本発明は、ロール研削機の異常振動予測方法、圧延ロールの研削方法、金属帯の圧延方法、ロール研削機の異常振動予測装置及びロール研削設備に関する。
冷間圧延工程で発生する表面欠陥の一つに、チャタマークが挙げられる。チャタマークとは、板厚の変動により金属帯の幅方向に線状の模様が発生し、その模様が長手方向に周期的に表れる表面欠陥をいう。チャタマークは、主に、圧延機振動(以下、チャタリングと記載する。)が原因となって発生することが知られている。チャタリングが発生し、金属帯にチャタマークが形成されると外観不良により製品欠陥となる。また、チャタリングがひどい場合には、張力の急激な変動による金属帯の破断等が生じ、生産性を著しく低下させる要因となる。
チャタリングは、圧延機を構成するベアリング等の回転部品のキズや、圧延ロールと金属帯の潤滑不良、圧延ロールの異常プロフィル等により引き起こされることが多い。その中で、圧延ロールの研削工程で発生する外周面の異常プロフィルが原因となってチャタリングが発生すると、当該異常プロフィルを有する圧延ロールを組み替えるまで圧延機振動が継続し、多量の製品欠陥を生じさせるので問題となる。
圧延ロールの異常プロフィルは、当該圧延ロールを工作物とする研削工程で生じる研削機の異常振動によって生じる。圧延ロールの研削工程で発生する研削機振動は、砥石の固有振動数、工作物支持系の固有振動数、あるいは、砥石から工作物に至る機械系全体の固有振動数と、加振周波数とが一致すると共振によって研削機振動が大きくなってロール研削機に異常振動が発生する。
このようなロール研削機の異常振動を防止する技術として、特許文献1には、ロール研削機におけるビビリ振動を防止する方法が開示されている。特許文献1によれば、光学式センサーを用いたビビリ検出器で検出したビビリ波形と、砥石台及び芯押台に設置した振動計により測定される振動波形との相関に基づいてビビリ振動を予測できるとしている。
特開昭52-56468号公報
特許文献1に開示された方法は、ロール研削機におけるビビリ振動を防止するものである。ビビリ振動は研削砥石と工作物である圧延ロールとの接点である研削点において生じることから、特許文献1に開示された方法では、研削点が振動源となってロール研削機に伝達される振動挙動に着目している。しかし、ロール研削機において発生する異常振動は、必ずしも研削点における振動が原因となるものだけではなく、研削砥石と工作物を含む機械系全体の固有振動数に対応して異常振動が生じ得る。このため、特許文献1に開示された方法では、研削砥石と工作物を含む機械系全体の固有振動数に対応した異常振動の発生が予測できないという課題があった。

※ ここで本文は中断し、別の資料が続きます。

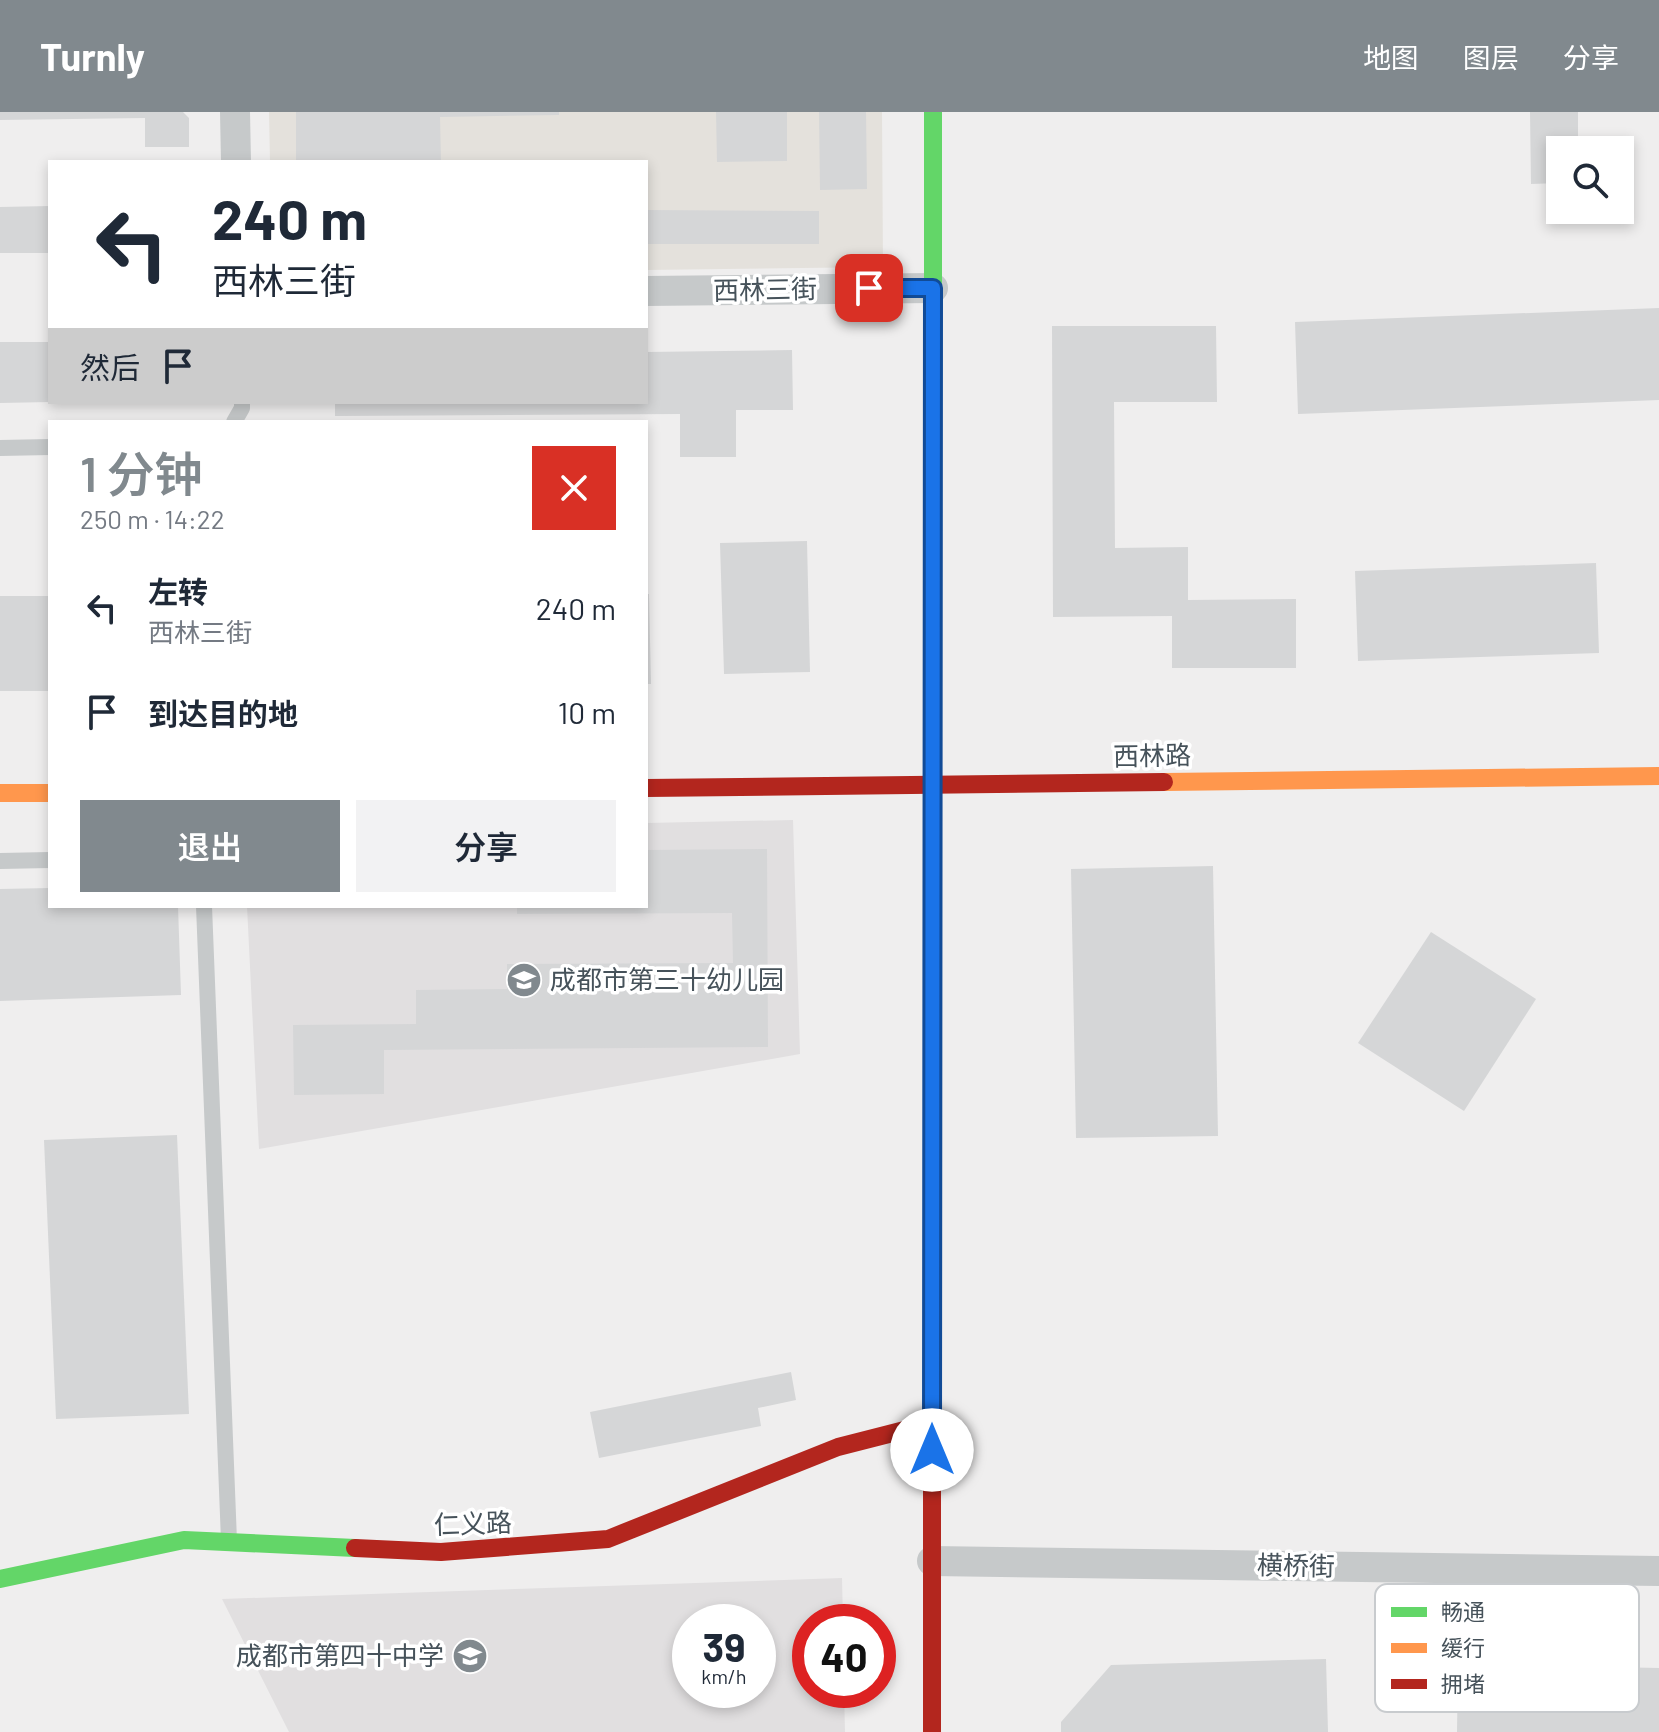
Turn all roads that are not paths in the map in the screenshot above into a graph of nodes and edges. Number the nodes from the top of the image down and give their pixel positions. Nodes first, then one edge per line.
1 (235, 112) edge
2 (933, 112) edge
3 (236, 160) edge
4 (933, 288) junction
5 (648, 291) edge
6 (48, 447) edge
7 (0, 448) edge
8 (1659, 776) edge
9 (933, 785) junction
10 (648, 788) edge
11 (0, 793) edge
12 (48, 793) edge
13 (48, 860) edge
14 (0, 861) edge
15 (204, 908) edge
16 (932, 1423) junction
17 (229, 1542) junction
18 (932, 1561) junction
19 (1659, 1571) edge
20 (0, 1579) edge
21 (932, 1732) edge

1 - 3 street
2 - 4 street
4 - 5 street, 西林三街
4 - 9 street
6 - 7 lane
8 - 9 street, 西林路
9 - 10 street, 西林路
9 - 16 street
11 - 12 street
13 - 14 lane
15 - 17 lane
16 - 17 street, 仁义路
16 - 18 street
17 - 20 street, 仁义路
18 - 19 street, 横桥街
18 - 21 street

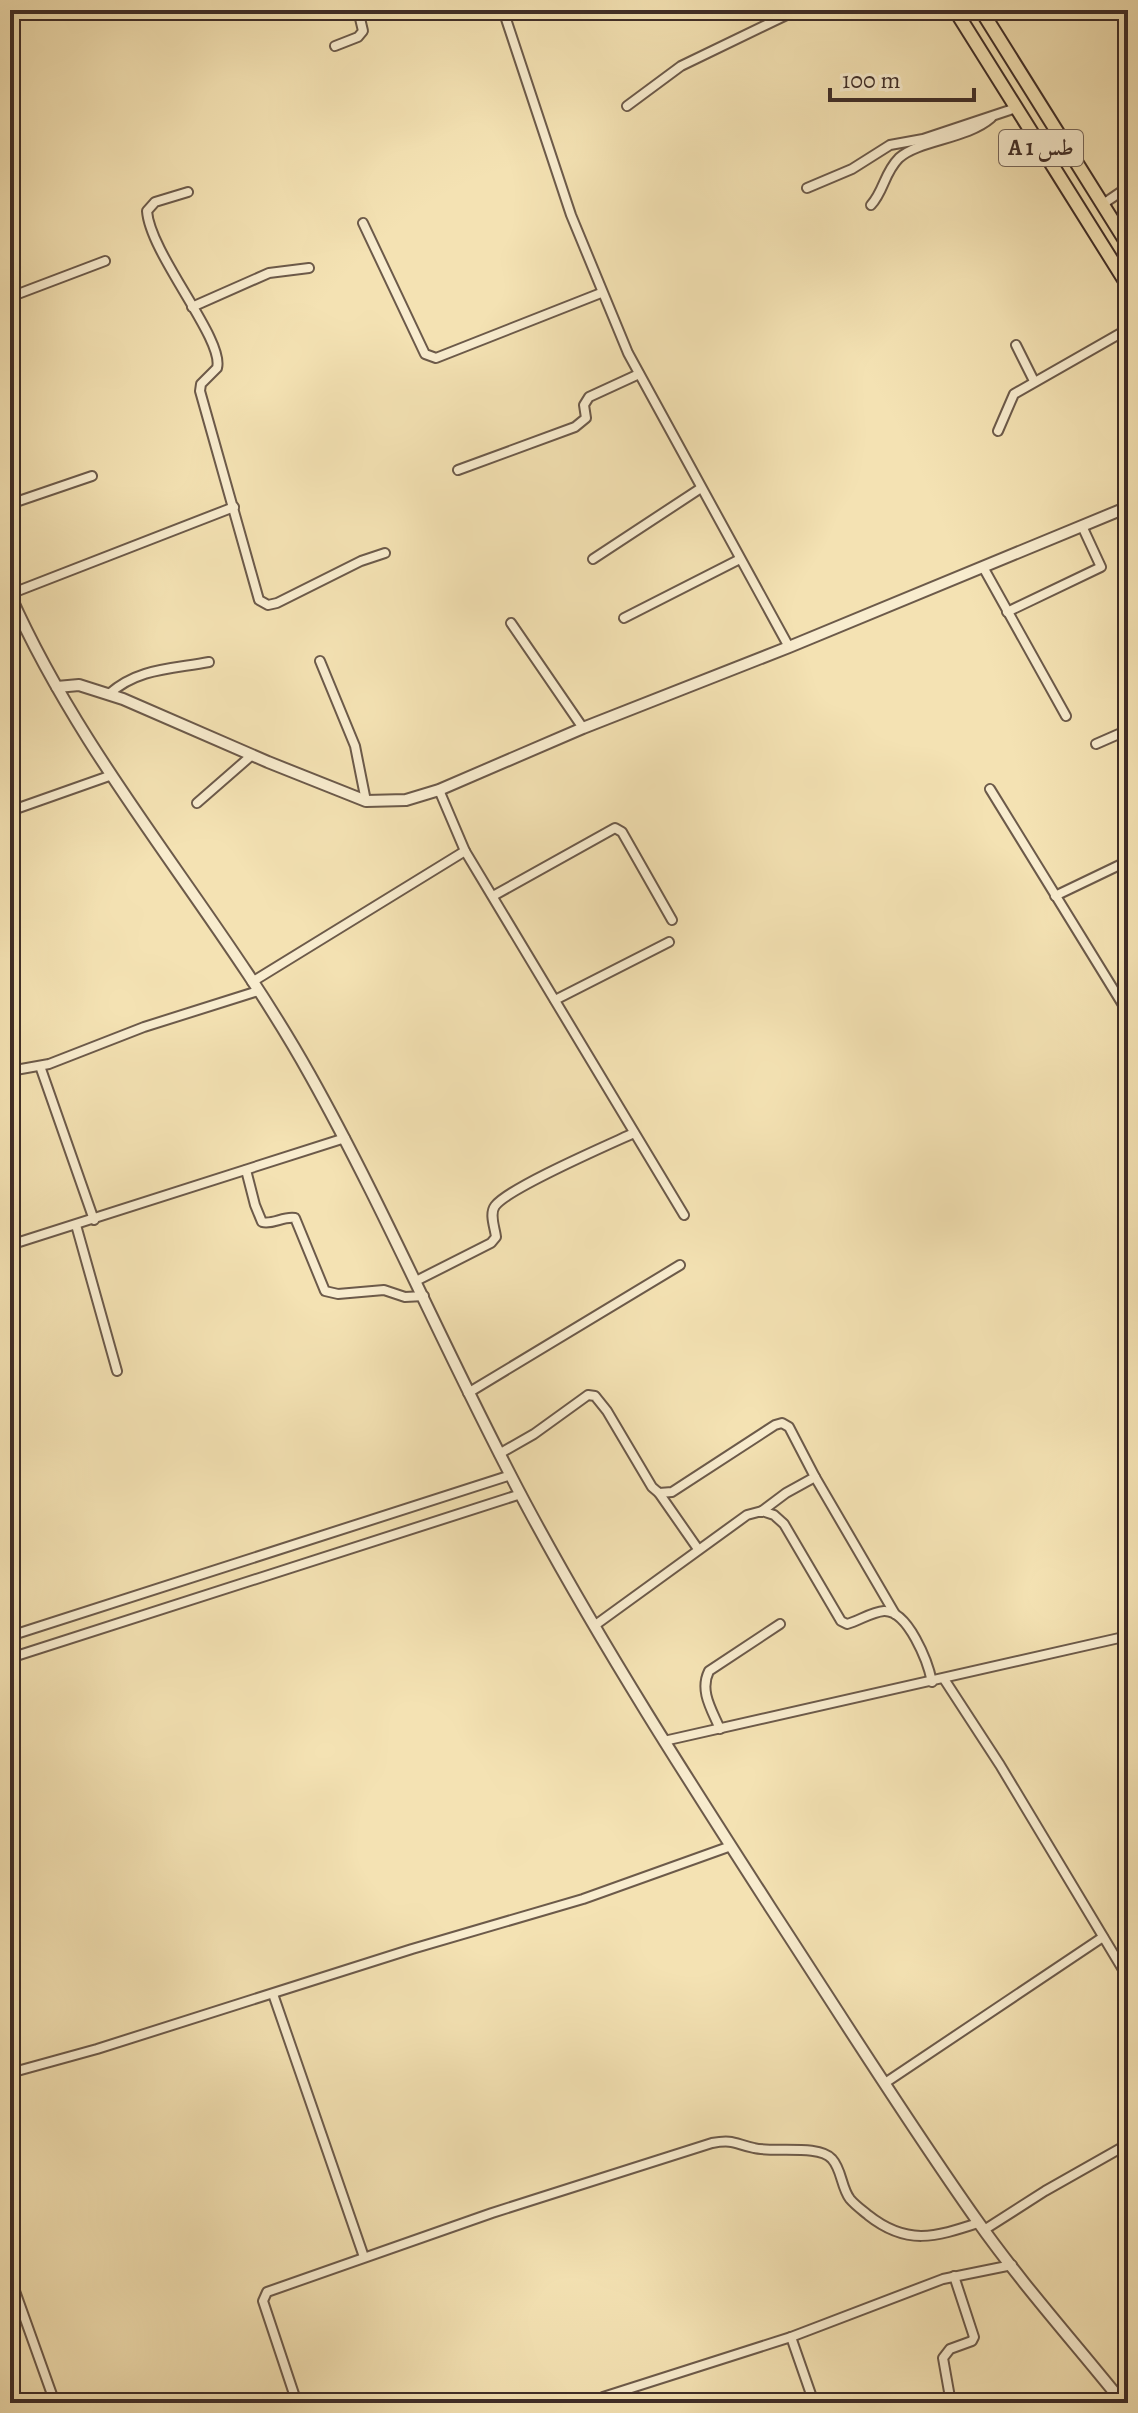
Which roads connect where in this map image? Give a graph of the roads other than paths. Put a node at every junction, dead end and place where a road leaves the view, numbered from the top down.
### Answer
1 (358, 10) edge
2 (503, 10) edge
3 (797, 10) edge
4 (955, 10) edge
5 (981, 10) edge
6 (335, 46) dead end
7 (627, 106) dead end
8 (1016, 108) junction
9 (991, 117) junction
10 (1128, 187) edge
11 (807, 188) dead end
12 (188, 192) dead end
13 (1103, 204) junction
14 (871, 205) dead end
15 (363, 223) dead end
16 (1128, 245) edge
17 (105, 261) dead end
18 (309, 268) dead end
19 (1128, 286) edge
20 (601, 293) junction
21 (10, 297) edge
22 (192, 307) junction
23 (1128, 329) edge
24 (1016, 345) dead end
25 (639, 374) junction
26 (1034, 381) junction
27 (998, 431) dead end
28 (458, 470) dead end
29 (92, 476) dead end
30 (701, 488) junction
31 (10, 504) edge
32 (234, 507) junction
33 (1128, 507) edge
34 (1082, 526) junction
35 (385, 553) dead end
36 (593, 559) dead end
37 (740, 559) junction
38 (983, 567) junction
39 (10, 595) edge
40 (1007, 612) junction
41 (624, 618) dead end
42 (511, 623) dead end
43 (789, 647) junction
44 (320, 661) dead end
45 (209, 662) dead end
46 (57, 687) junction
47 (109, 694) junction
48 (1066, 716) dead end
49 (583, 728) junction
50 (1128, 730) edge
51 (1096, 744) dead end
52 (252, 755) junction
53 (112, 775) junction
54 (990, 789) dead end
55 (439, 790) junction
56 (366, 801) junction
57 (197, 803) dead end
58 (10, 811) edge
59 (465, 851) junction
60 (1128, 861) edge
61 (493, 896) junction
62 (1055, 896) junction
63 (672, 920) dead end
64 (669, 942) dead end
65 (255, 986) junction
66 (555, 1000) junction
67 (1128, 1013) edge
68 (40, 1066) junction
69 (10, 1071) edge
70 (634, 1133) junction
71 (345, 1138) junction
72 (246, 1170) junction
73 (684, 1215) dead end
74 (94, 1220) junction
75 (76, 1225) junction
76 (10, 1245) edge
77 (680, 1265) dead end
78 (416, 1281) junction
79 (424, 1296) junction
80 (117, 1371) dead end
81 (468, 1393) junction
82 (499, 1454) junction
83 (511, 1475) junction
84 (815, 1477) junction
85 (659, 1493) junction
86 (521, 1494) junction
87 (762, 1511) junction
88 (698, 1549) junction
89 (895, 1614) junction
90 (780, 1624) dead end
91 (594, 1626) junction
92 (10, 1636) edge
93 (1128, 1636) edge
94 (10, 1658) edge
95 (944, 1679) junction
96 (932, 1682) junction
97 (720, 1729) junction
98 (664, 1741) junction
99 (731, 1846) junction
100 (1103, 1937) junction
101 (1128, 1978) edge
102 (273, 1994) junction
103 (10, 2073) edge
104 (885, 2083) junction
105 (1128, 2144) edge
106 (981, 2227) junction
107 (364, 2257) junction
108 (1012, 2265) junction
109 (954, 2276) junction
110 (10, 2277) edge
111 (12, 2288) edge
112 (791, 2337) junction
113 (55, 2403) edge
114 (297, 2403) edge
115 (599, 2403) edge
116 (814, 2403) edge
117 (951, 2403) edge
118 (1123, 2403) edge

本発明は、このような従来技術の課題を解決するためになされたものであり、研削砥石と工作物を含む機械系全体の固有振動数に対応したロール研削機の異常振動の発生を予測できるロール研削機の異常振動予測方法、ロール研削機の異常振動予測装置及びロール研削設備を提供することを目的とする。また、砥石研削においてロール研削機の異常振動の発生を抑制した圧延ロールの研削方法、さらには、当該圧延ロールの研削方法によって研削した圧延ロールを用いる金属帯の圧延方法を提供することを目的とする。
上記課題を解決するための手段は、以下の通りである。
[1]回転する圧延ロールの外周面を研削砥石で研削するロール研削機の異常振動予測方法であって、前記ロール研削機の剛性に関する剛性パラメータと、前記研削砥石の回転速度に関する砥石回転パラメータと、を取得する取得ステップと、前記剛性パラメータ及び前記砥石回転パラメータを用いて、前記圧延ロールの研削工程における異常振動の発生を予測する予測ステップと、を含む、ロール研削機の異常振動予測方法。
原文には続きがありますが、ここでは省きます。